*WHAT IS REQUIRED*
Starting with the first line, output the data exactly, through to the last line.

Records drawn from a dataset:
__________________________________________________

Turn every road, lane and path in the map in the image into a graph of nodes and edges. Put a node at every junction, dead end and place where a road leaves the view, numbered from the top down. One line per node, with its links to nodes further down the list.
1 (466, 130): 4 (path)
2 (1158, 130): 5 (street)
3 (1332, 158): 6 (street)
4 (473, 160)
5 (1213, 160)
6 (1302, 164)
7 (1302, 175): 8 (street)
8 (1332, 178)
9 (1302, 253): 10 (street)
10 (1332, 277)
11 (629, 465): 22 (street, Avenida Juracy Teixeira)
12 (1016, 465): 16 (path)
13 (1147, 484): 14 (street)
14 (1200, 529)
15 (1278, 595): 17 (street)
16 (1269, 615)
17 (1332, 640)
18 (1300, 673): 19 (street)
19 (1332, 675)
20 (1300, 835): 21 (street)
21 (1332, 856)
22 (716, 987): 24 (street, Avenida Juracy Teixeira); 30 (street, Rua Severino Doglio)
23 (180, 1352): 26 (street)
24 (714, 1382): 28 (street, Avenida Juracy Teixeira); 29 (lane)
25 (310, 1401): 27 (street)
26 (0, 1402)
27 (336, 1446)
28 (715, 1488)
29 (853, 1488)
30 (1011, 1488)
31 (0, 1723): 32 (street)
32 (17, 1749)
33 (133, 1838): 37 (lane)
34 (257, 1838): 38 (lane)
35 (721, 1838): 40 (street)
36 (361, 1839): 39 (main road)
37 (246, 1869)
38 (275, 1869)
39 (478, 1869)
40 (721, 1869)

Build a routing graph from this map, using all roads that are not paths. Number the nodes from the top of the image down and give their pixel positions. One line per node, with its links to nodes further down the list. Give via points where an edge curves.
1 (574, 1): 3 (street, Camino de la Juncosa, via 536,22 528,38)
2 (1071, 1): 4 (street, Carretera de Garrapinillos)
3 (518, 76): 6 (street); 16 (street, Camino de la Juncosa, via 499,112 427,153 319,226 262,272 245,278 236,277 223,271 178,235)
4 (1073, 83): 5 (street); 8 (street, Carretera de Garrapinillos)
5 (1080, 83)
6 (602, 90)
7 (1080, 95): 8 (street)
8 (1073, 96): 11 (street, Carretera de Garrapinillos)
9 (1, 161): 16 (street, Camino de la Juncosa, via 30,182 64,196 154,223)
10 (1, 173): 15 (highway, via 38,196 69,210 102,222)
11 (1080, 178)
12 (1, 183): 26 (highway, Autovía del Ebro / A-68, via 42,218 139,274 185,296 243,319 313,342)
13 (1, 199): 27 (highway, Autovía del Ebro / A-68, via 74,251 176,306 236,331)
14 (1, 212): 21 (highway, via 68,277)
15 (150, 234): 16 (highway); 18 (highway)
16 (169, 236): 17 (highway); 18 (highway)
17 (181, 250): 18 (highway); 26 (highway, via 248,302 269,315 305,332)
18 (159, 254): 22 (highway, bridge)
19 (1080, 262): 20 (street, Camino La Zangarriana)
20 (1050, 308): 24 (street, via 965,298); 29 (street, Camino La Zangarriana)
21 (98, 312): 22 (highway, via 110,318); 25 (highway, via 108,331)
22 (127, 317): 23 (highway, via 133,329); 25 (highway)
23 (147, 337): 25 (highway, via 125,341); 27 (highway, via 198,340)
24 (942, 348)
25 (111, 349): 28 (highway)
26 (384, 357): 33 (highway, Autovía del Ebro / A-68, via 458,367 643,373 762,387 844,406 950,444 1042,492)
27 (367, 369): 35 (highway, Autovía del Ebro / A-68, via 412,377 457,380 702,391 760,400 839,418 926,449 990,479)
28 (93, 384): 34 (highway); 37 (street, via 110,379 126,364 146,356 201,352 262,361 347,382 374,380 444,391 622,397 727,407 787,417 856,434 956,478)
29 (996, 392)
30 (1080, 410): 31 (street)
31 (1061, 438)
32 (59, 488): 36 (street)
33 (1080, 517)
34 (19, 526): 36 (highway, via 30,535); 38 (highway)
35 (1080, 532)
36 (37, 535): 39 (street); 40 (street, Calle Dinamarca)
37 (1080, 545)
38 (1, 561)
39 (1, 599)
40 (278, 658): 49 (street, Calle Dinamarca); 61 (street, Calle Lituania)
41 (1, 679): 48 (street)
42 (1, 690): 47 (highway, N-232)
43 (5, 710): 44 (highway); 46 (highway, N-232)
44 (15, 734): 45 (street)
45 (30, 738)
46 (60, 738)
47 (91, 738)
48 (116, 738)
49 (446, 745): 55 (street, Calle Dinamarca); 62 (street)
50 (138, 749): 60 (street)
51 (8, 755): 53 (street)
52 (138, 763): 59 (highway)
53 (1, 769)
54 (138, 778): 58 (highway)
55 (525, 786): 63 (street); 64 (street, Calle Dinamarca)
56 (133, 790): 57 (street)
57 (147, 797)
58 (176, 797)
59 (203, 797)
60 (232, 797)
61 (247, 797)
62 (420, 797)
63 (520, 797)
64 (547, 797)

__________________________________________________

*OUTPUT BELOW*
Turn every road, lane and path in the map in the image into a graph of nodes and edges. Put a node at every junction, dead end and place where a road leaves the view, numbered from the top down. One line per node, with its links to nodes further down the list.
1 (466, 130): 4 (path)
2 (1158, 130): 5 (street)
3 (1332, 158): 6 (street)
4 (473, 160)
5 (1213, 160)
6 (1302, 164)
7 (1302, 175): 8 (street)
8 (1332, 178)
9 (1302, 253): 10 (street)
10 (1332, 277)
11 (629, 465): 22 (street, Avenida Juracy Teixeira)
12 (1016, 465): 16 (path)
13 (1147, 484): 14 (street)
14 (1200, 529)
15 (1278, 595): 17 (street)
16 (1269, 615)
17 (1332, 640)
18 (1300, 673): 19 (street)
19 (1332, 675)
20 (1300, 835): 21 (street)
21 (1332, 856)
22 (716, 987): 24 (street, Avenida Juracy Teixeira); 30 (street, Rua Severino Doglio)
23 (180, 1352): 26 (street)
24 (714, 1382): 28 (street, Avenida Juracy Teixeira); 29 (lane)
25 (310, 1401): 27 (street)
26 (0, 1402)
27 (336, 1446)
28 (715, 1488)
29 (853, 1488)
30 (1011, 1488)
31 (0, 1723): 32 (street)
32 (17, 1749)
33 (133, 1838): 37 (lane)
34 (257, 1838): 38 (lane)
35 (721, 1838): 40 (street)
36 (361, 1839): 39 (main road)
37 (246, 1869)
38 (275, 1869)
39 (478, 1869)
40 (721, 1869)

Build a routing graph from this map, using all roads that are not paths. Number the nodes from the top of the image down and give their pixel positions. One line per node, with its links to nodes further down the list. Give via points where an edge curves.
1 (574, 1): 3 (street, Camino de la Juncosa, via 536,22 528,38)
2 (1071, 1): 4 (street, Carretera de Garrapinillos)
3 (518, 76): 6 (street); 16 (street, Camino de la Juncosa, via 499,112 427,153 319,226 262,272 245,278 236,277 223,271 178,235)
4 (1073, 83): 5 (street); 8 (street, Carretera de Garrapinillos)
5 (1080, 83)
6 (602, 90)
7 (1080, 95): 8 (street)
8 (1073, 96): 11 (street, Carretera de Garrapinillos)
9 (1, 161): 16 (street, Camino de la Juncosa, via 30,182 64,196 154,223)
10 (1, 173): 15 (highway, via 38,196 69,210 102,222)
11 (1080, 178)
12 (1, 183): 26 (highway, Autovía del Ebro / A-68, via 42,218 139,274 185,296 243,319 313,342)
13 (1, 199): 27 (highway, Autovía del Ebro / A-68, via 74,251 176,306 236,331)
14 (1, 212): 21 (highway, via 68,277)
15 (150, 234): 16 (highway); 18 (highway)
16 (169, 236): 17 (highway); 18 (highway)
17 (181, 250): 18 (highway); 26 (highway, via 248,302 269,315 305,332)
18 (159, 254): 22 (highway, bridge)
19 (1080, 262): 20 (street, Camino La Zangarriana)
20 (1050, 308): 24 (street, via 965,298); 29 (street, Camino La Zangarriana)
21 (98, 312): 22 (highway, via 110,318); 25 (highway, via 108,331)
22 (127, 317): 23 (highway, via 133,329); 25 (highway)
23 (147, 337): 25 (highway, via 125,341); 27 (highway, via 198,340)
24 (942, 348)
25 (111, 349): 28 (highway)
26 (384, 357): 33 (highway, Autovía del Ebro / A-68, via 458,367 643,373 762,387 844,406 950,444 1042,492)
27 (367, 369): 35 (highway, Autovía del Ebro / A-68, via 412,377 457,380 702,391 760,400 839,418 926,449 990,479)
28 (93, 384): 34 (highway); 37 (street, via 110,379 126,364 146,356 201,352 262,361 347,382 374,380 444,391 622,397 727,407 787,417 856,434 956,478)
29 (996, 392)
30 (1080, 410): 31 (street)
31 (1061, 438)
32 (59, 488): 36 (street)
33 (1080, 517)
34 (19, 526): 36 (highway, via 30,535); 38 (highway)
35 (1080, 532)
36 (37, 535): 39 (street); 40 (street, Calle Dinamarca)
37 (1080, 545)
38 (1, 561)
39 (1, 599)
40 (278, 658): 49 (street, Calle Dinamarca); 61 (street, Calle Lituania)
41 (1, 679): 48 (street)
42 (1, 690): 47 (highway, N-232)
43 (5, 710): 44 (highway); 46 (highway, N-232)
44 (15, 734): 45 (street)
45 (30, 738)
46 (60, 738)
47 (91, 738)
48 (116, 738)
49 (446, 745): 55 (street, Calle Dinamarca); 62 (street)
50 (138, 749): 60 (street)
51 (8, 755): 53 (street)
52 (138, 763): 59 (highway)
53 (1, 769)
54 (138, 778): 58 (highway)
55 (525, 786): 63 (street); 64 (street, Calle Dinamarca)
56 (133, 790): 57 (street)
57 (147, 797)
58 (176, 797)
59 (203, 797)
60 (232, 797)
61 (247, 797)
62 (420, 797)
63 (520, 797)
64 (547, 797)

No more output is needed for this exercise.